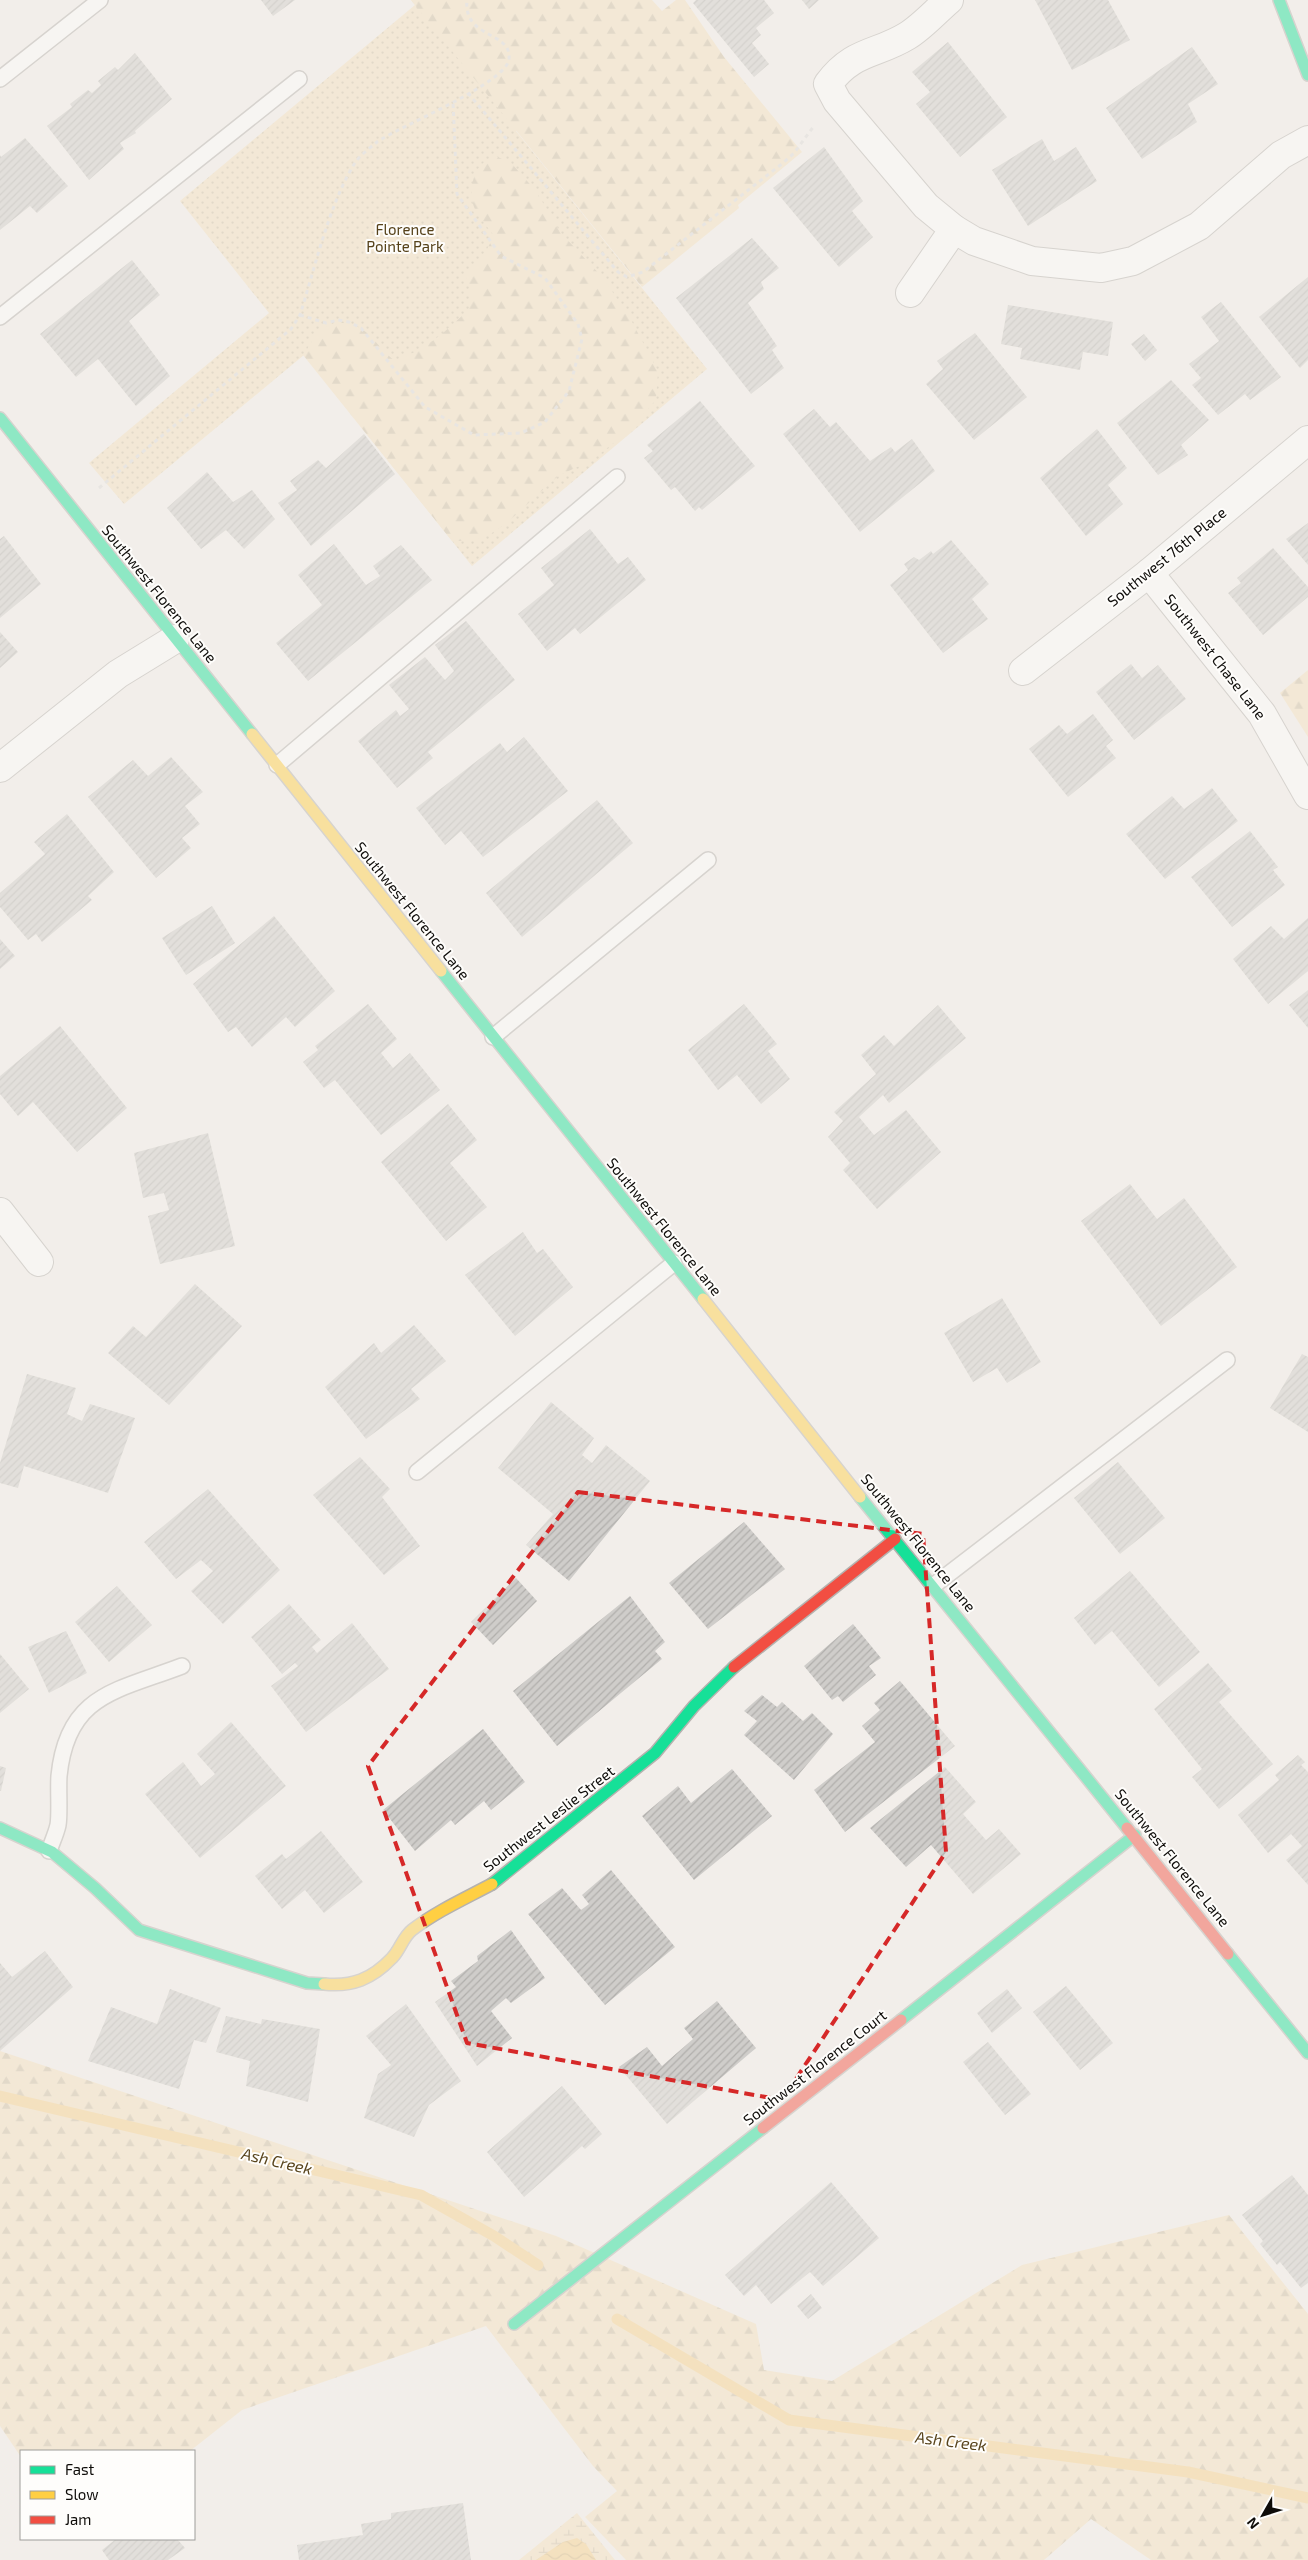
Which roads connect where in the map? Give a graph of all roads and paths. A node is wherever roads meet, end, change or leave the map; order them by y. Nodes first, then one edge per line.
1 (100, 0) edge
2 (467, 0) edge
3 (949, 0) edge
4 (1279, 0) edge
5 (1308, 74) edge
6 (0, 79) edge
7 (299, 79) dead end
8 (828, 84) junction
9 (468, 93) junction
10 (453, 102) junction
11 (1308, 140) edge
12 (954, 229) junction
13 (910, 293) dead end
14 (300, 315) junction
15 (0, 317) edge
16 (0, 418) edge
17 (1308, 440) edge
18 (617, 477) dead end
19 (73, 510) junction
20 (1148, 573) junction
21 (175, 639) junction
22 (1023, 670) dead end
23 (277, 765) junction
24 (0, 768) edge
25 (1305, 782) edge
26 (708, 860) dead end
27 (493, 1037) junction
28 (0, 1212) edge
29 (39, 1262) dead end
30 (674, 1263) junction
31 (1227, 1360) dead end
32 (417, 1472) dead end
33 (895, 1539) junction
34 (933, 1586) junction
35 (182, 1666) dead end
36 (0, 1828) edge
37 (1134, 1835) junction
38 (49, 1851) junction
39 (1308, 2052) edge
40 (514, 2324) dead end

1 - 6 lane
2 - 9 path
3 - 8 street
4 - 5 street
7 - 15 lane
8 - 9 path
8 - 12 street
9 - 10 path
10 - 14 path
10 - 14 path
11 - 12 street
12 - 13 street
14 - 19 path
16 - 19 street, Southwest Florence Lane
17 - 20 street, Southwest 76th Place
18 - 23 lane
19 - 21 street, Southwest Florence Lane
20 - 22 street, Southwest 76th Place
20 - 25 street, Southwest Chase Lane
21 - 23 street, Southwest Florence Lane
21 - 24 street
23 - 27 street, Southwest Florence Lane
26 - 27 lane
27 - 30 street, Southwest Florence Lane
28 - 29 street
30 - 32 lane
30 - 33 street, Southwest Florence Lane
31 - 34 lane
33 - 34 street, Southwest Florence Lane
33 - 38 street, Southwest Leslie Street
34 - 37 street, Southwest Florence Lane
35 - 38 lane
36 - 38 street, Southwest Leslie Street
37 - 39 street, Southwest Florence Lane
37 - 40 street, Southwest Florence Court

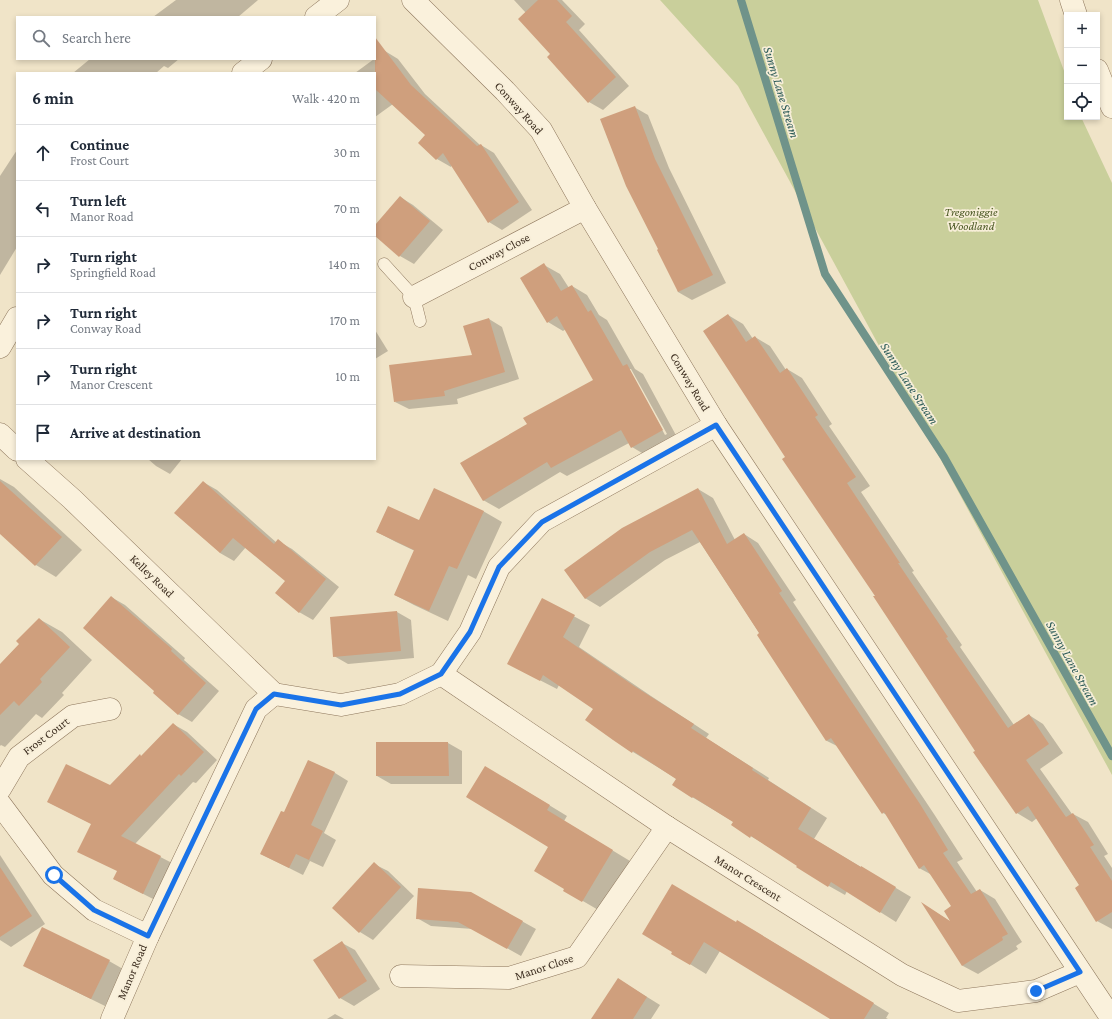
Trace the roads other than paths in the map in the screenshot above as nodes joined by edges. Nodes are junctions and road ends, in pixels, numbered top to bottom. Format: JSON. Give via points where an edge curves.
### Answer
+===+
**Exercise requirements**
All entries, top to bottom, should be retyped exactly; the pictures should not be.

**Answer to this problem**
Which roads connect where in the map? Give a graph of all roads and paths. A node is wherever roads meet, end, change or leave the map; order them by y. Nodes first, then one edge per line.
1 (100, 0) edge
2 (467, 0) edge
3 (949, 0) edge
4 (1279, 0) edge
5 (1308, 74) edge
6 (0, 79) edge
7 (299, 79) dead end
8 (828, 84) junction
9 (468, 93) junction
10 (453, 102) junction
11 (1308, 140) edge
12 (954, 229) junction
13 (910, 293) dead end
14 (300, 315) junction
15 (0, 317) edge
16 (0, 418) edge
17 (1308, 440) edge
18 (617, 477) dead end
19 (73, 510) junction
20 (1148, 573) junction
21 (175, 639) junction
22 (1023, 670) dead end
23 (277, 765) junction
24 (0, 768) edge
25 (1305, 782) edge
26 (708, 860) dead end
27 (493, 1037) junction
28 (0, 1212) edge
29 (39, 1262) dead end
30 (674, 1263) junction
31 (1227, 1360) dead end
32 (417, 1472) dead end
33 (895, 1539) junction
34 (933, 1586) junction
35 (182, 1666) dead end
36 (0, 1828) edge
37 (1134, 1835) junction
38 (49, 1851) junction
39 (1308, 2052) edge
40 (514, 2324) dead end

1 - 6 lane
2 - 9 path
3 - 8 street
4 - 5 street
7 - 15 lane
8 - 9 path
8 - 12 street
9 - 10 path
10 - 14 path
10 - 14 path
11 - 12 street
12 - 13 street
14 - 19 path
16 - 19 street, Southwest Florence Lane
17 - 20 street, Southwest 76th Place
18 - 23 lane
19 - 21 street, Southwest Florence Lane
20 - 22 street, Southwest 76th Place
20 - 25 street, Southwest Chase Lane
21 - 23 street, Southwest Florence Lane
21 - 24 street
23 - 27 street, Southwest Florence Lane
26 - 27 lane
27 - 30 street, Southwest Florence Lane
28 - 29 street
30 - 32 lane
30 - 33 street, Southwest Florence Lane
31 - 34 lane
33 - 34 street, Southwest Florence Lane
33 - 38 street, Southwest Leslie Street
34 - 37 street, Southwest Florence Lane
35 - 38 lane
36 - 38 street, Southwest Leslie Street
37 - 39 street, Southwest Florence Lane
37 - 40 street, Southwest Florence Court

Trace the roads other than paths in the map in the screenshot above as nodes joined by edges. Nodes are junctions and road ends, in pixels, numbered top to bottom. Format: JSON. Give via points where an edge curves.
### Answer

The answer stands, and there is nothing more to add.